● **TASK INSTRUCTIONS**
Nothing in the records may be changed; retype them in full.

● **RECORD EXCERPTS**
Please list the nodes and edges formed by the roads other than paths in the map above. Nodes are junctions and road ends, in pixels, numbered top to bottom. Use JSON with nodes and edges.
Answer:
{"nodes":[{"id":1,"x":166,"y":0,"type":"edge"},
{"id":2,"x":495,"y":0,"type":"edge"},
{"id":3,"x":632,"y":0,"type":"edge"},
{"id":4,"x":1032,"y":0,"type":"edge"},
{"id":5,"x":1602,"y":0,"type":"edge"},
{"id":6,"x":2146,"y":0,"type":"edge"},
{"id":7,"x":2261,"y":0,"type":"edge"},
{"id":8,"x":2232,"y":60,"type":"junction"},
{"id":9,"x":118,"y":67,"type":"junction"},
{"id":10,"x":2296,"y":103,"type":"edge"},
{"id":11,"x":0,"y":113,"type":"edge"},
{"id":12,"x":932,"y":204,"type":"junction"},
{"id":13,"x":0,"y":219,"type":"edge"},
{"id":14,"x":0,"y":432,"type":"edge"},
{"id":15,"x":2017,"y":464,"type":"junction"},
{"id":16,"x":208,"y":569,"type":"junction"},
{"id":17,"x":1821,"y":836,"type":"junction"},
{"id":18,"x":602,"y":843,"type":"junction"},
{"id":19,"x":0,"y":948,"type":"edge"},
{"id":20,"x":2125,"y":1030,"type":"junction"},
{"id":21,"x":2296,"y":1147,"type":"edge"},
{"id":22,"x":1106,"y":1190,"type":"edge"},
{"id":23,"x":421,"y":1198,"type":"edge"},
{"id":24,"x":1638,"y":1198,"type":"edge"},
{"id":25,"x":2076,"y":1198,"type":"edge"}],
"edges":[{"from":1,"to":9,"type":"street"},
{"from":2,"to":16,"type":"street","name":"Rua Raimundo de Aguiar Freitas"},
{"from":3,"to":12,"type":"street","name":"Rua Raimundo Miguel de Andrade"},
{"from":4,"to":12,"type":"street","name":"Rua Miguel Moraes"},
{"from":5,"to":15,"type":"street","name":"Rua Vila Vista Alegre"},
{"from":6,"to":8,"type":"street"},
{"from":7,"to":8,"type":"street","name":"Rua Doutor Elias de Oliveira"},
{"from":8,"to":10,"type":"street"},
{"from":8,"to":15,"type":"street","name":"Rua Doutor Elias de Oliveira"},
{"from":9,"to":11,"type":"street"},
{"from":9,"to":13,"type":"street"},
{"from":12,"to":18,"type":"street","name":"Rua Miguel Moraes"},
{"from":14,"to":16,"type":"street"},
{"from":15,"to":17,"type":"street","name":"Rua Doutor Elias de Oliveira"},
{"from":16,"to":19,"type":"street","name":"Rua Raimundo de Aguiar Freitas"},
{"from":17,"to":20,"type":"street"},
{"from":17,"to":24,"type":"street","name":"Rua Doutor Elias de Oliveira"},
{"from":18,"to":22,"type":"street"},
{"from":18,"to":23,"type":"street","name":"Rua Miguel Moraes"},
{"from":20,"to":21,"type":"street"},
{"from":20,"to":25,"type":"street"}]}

● **OUTPUT OF THE TASK**
Please list the nodes and edges formed by the roads other than paths in the map above. Nodes are junctions and road ends, in pixels, numbered top to bottom. Use JSON with nodes and edges.
Answer:
{"nodes":[{"id":1,"x":166,"y":0,"type":"edge"},
{"id":2,"x":495,"y":0,"type":"edge"},
{"id":3,"x":632,"y":0,"type":"edge"},
{"id":4,"x":1032,"y":0,"type":"edge"},
{"id":5,"x":1602,"y":0,"type":"edge"},
{"id":6,"x":2146,"y":0,"type":"edge"},
{"id":7,"x":2261,"y":0,"type":"edge"},
{"id":8,"x":2232,"y":60,"type":"junction"},
{"id":9,"x":118,"y":67,"type":"junction"},
{"id":10,"x":2296,"y":103,"type":"edge"},
{"id":11,"x":0,"y":113,"type":"edge"},
{"id":12,"x":932,"y":204,"type":"junction"},
{"id":13,"x":0,"y":219,"type":"edge"},
{"id":14,"x":0,"y":432,"type":"edge"},
{"id":15,"x":2017,"y":464,"type":"junction"},
{"id":16,"x":208,"y":569,"type":"junction"},
{"id":17,"x":1821,"y":836,"type":"junction"},
{"id":18,"x":602,"y":843,"type":"junction"},
{"id":19,"x":0,"y":948,"type":"edge"},
{"id":20,"x":2125,"y":1030,"type":"junction"},
{"id":21,"x":2296,"y":1147,"type":"edge"},
{"id":22,"x":1106,"y":1190,"type":"edge"},
{"id":23,"x":421,"y":1198,"type":"edge"},
{"id":24,"x":1638,"y":1198,"type":"edge"},
{"id":25,"x":2076,"y":1198,"type":"edge"}],
"edges":[{"from":1,"to":9,"type":"street"},
{"from":2,"to":16,"type":"street","name":"Rua Raimundo de Aguiar Freitas"},
{"from":3,"to":12,"type":"street","name":"Rua Raimundo Miguel de Andrade"},
{"from":4,"to":12,"type":"street","name":"Rua Miguel Moraes"},
{"from":5,"to":15,"type":"street","name":"Rua Vila Vista Alegre"},
{"from":6,"to":8,"type":"street"},
{"from":7,"to":8,"type":"street","name":"Rua Doutor Elias de Oliveira"},
{"from":8,"to":10,"type":"street"},
{"from":8,"to":15,"type":"street","name":"Rua Doutor Elias de Oliveira"},
{"from":9,"to":11,"type":"street"},
{"from":9,"to":13,"type":"street"},
{"from":12,"to":18,"type":"street","name":"Rua Miguel Moraes"},
{"from":14,"to":16,"type":"street"},
{"from":15,"to":17,"type":"street","name":"Rua Doutor Elias de Oliveira"},
{"from":16,"to":19,"type":"street","name":"Rua Raimundo de Aguiar Freitas"},
{"from":17,"to":20,"type":"street"},
{"from":17,"to":24,"type":"street","name":"Rua Doutor Elias de Oliveira"},
{"from":18,"to":22,"type":"street"},
{"from":18,"to":23,"type":"street","name":"Rua Miguel Moraes"},
{"from":20,"to":21,"type":"street"},
{"from":20,"to":25,"type":"street"}]}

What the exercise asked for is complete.